◆ Data for the task:
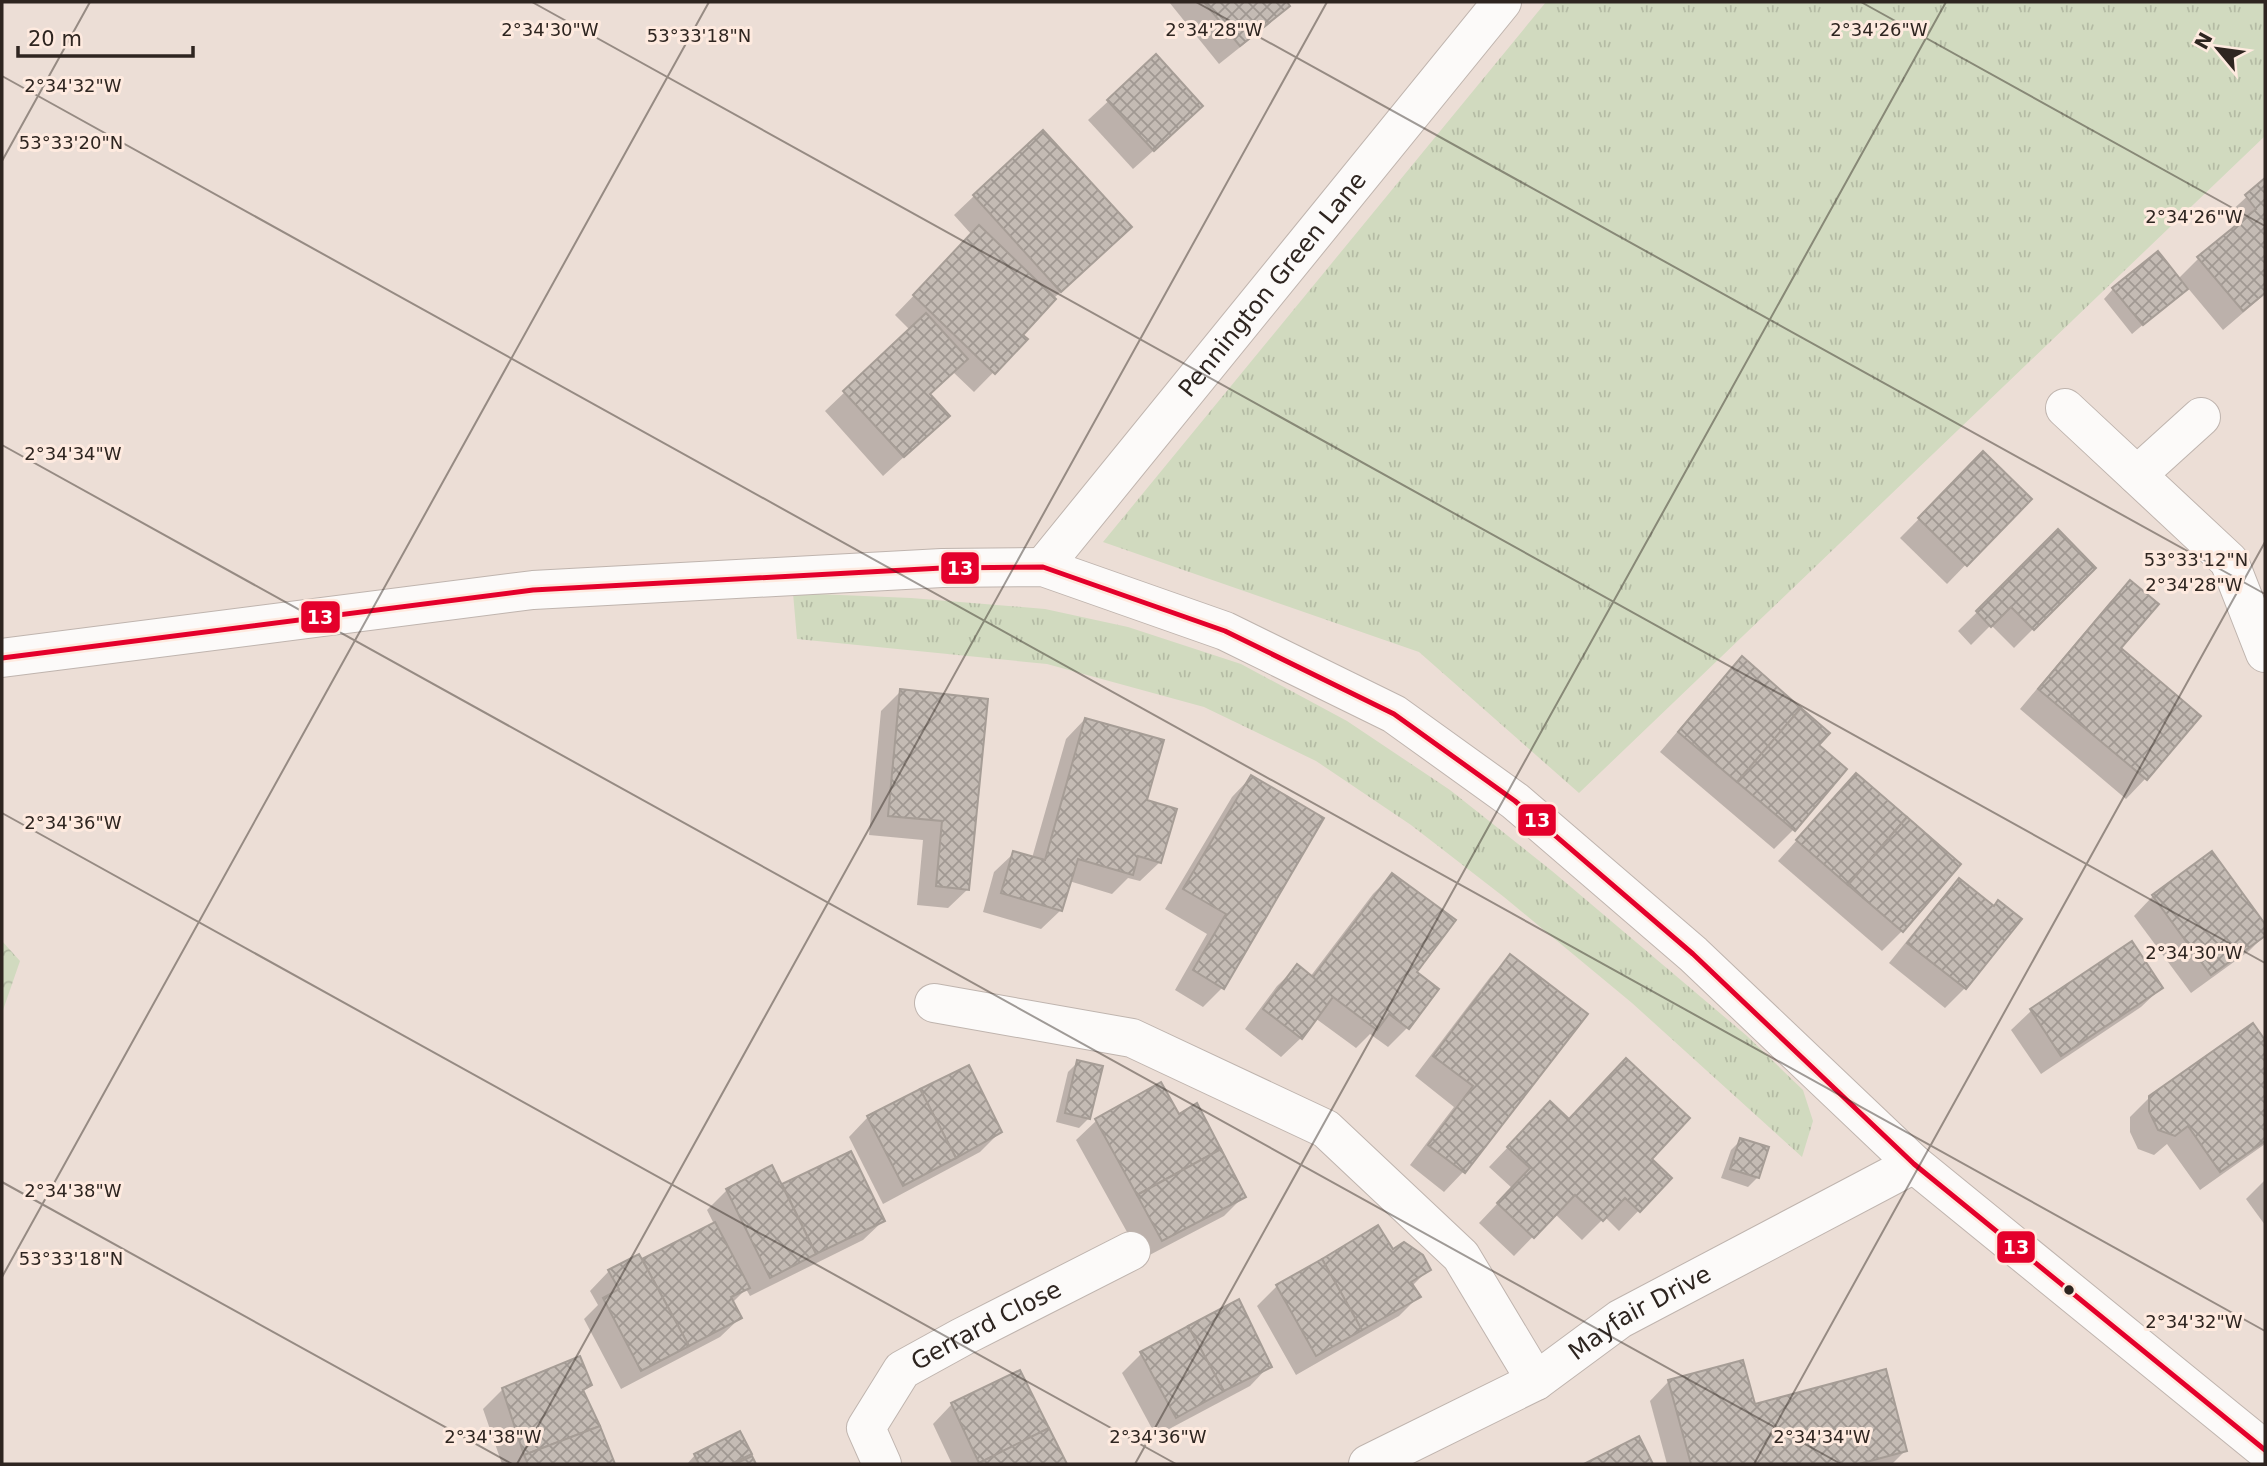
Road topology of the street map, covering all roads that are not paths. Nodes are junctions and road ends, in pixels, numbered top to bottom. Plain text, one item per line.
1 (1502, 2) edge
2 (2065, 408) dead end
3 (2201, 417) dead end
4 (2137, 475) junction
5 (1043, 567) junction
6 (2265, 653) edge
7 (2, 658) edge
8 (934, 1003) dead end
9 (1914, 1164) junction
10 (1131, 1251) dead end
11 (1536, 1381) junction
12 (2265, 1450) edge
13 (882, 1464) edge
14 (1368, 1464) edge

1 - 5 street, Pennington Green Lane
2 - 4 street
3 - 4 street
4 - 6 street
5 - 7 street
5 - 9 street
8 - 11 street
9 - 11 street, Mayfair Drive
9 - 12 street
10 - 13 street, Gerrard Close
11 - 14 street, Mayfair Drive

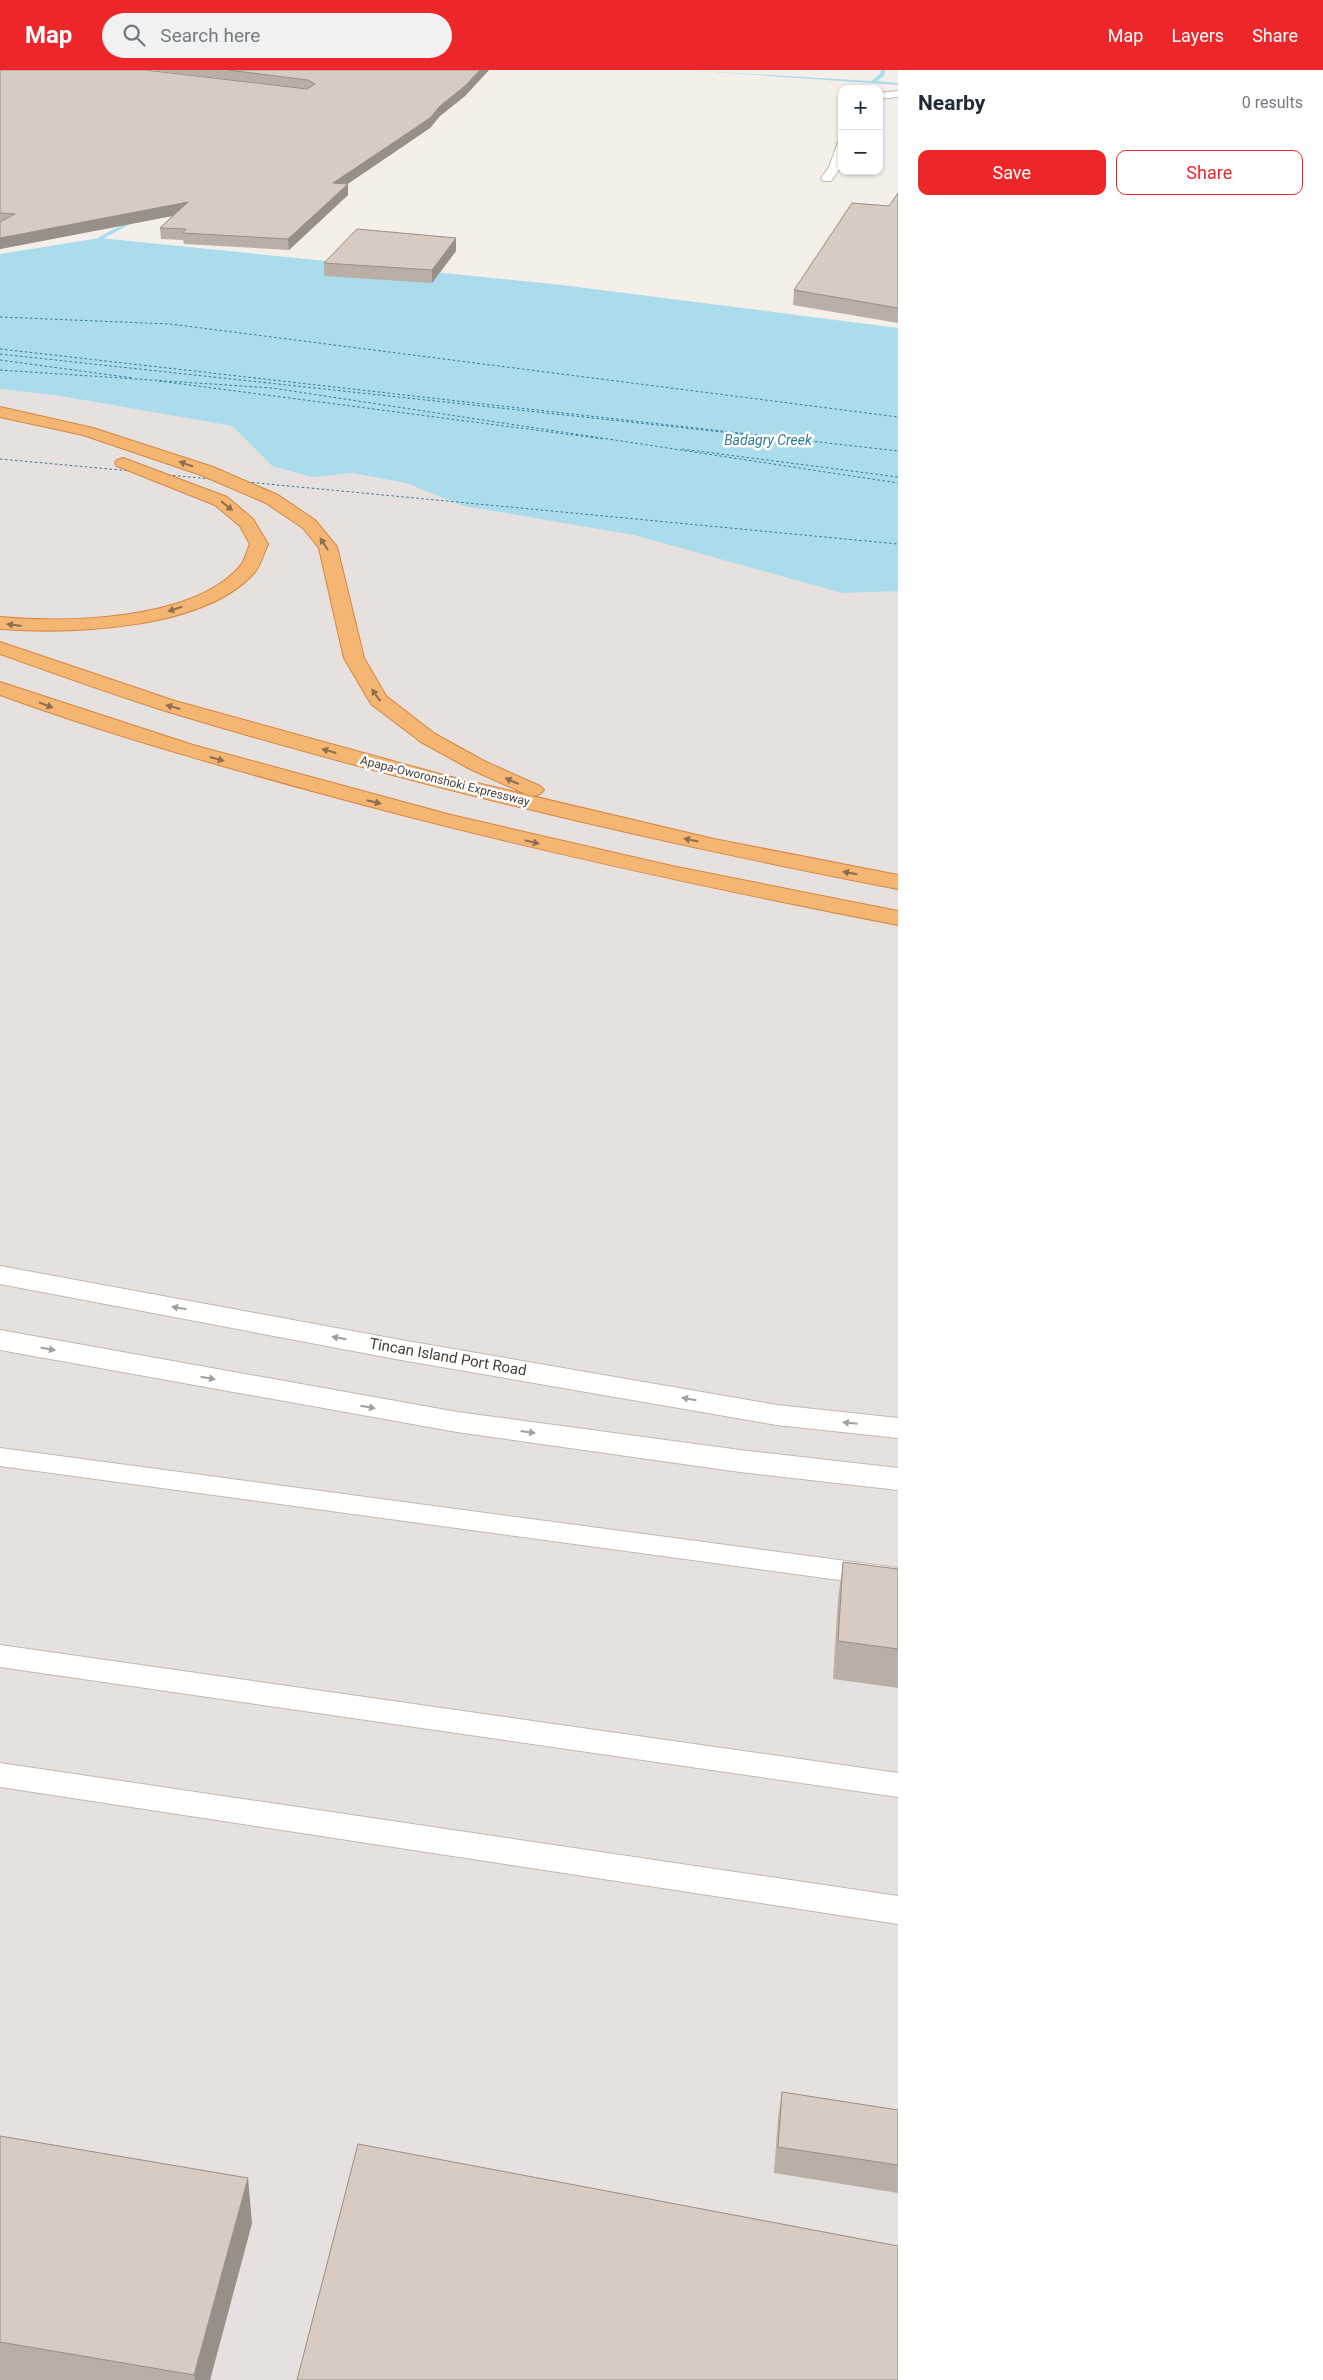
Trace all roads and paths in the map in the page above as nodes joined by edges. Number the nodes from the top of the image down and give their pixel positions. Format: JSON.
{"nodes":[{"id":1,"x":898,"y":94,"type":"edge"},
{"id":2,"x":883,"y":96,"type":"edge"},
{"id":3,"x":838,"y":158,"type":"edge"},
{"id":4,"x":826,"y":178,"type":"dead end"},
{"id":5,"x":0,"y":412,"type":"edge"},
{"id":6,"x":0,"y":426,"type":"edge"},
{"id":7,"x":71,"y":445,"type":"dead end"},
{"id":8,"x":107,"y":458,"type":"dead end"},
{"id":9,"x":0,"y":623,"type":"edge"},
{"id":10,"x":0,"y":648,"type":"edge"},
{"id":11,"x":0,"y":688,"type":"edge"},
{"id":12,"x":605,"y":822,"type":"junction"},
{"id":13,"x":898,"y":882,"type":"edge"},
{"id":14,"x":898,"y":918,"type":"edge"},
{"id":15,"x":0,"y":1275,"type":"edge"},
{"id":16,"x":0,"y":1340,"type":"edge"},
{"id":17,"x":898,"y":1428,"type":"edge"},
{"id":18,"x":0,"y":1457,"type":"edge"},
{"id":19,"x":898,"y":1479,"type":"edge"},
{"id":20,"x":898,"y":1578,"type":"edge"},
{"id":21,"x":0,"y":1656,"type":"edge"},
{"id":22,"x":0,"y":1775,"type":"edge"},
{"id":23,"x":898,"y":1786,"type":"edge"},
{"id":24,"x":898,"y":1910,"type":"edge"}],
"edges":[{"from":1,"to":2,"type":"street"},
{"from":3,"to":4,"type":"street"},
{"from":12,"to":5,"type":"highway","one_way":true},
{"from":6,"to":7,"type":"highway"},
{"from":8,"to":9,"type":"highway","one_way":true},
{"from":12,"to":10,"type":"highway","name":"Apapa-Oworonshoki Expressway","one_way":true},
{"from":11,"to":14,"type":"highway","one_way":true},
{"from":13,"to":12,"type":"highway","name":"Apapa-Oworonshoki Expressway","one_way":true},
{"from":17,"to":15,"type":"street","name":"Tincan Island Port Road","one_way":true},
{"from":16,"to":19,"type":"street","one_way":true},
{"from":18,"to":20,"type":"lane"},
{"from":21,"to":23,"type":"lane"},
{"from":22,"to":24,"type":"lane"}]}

◆ Assignment:
All lines of the data above that include the word "roads" must be shown.

◆ Task output:
Road topology of the street map, covering all roads that are not paths. Nodes are junctions and road ends, in pixels, numbered top to bottom. Plain text, one item per line.
Trace all roads and paths in the map in the page above as nodes joined by edges. Number the nodes from the top of the image down and give their pixel positions. Format: JSON.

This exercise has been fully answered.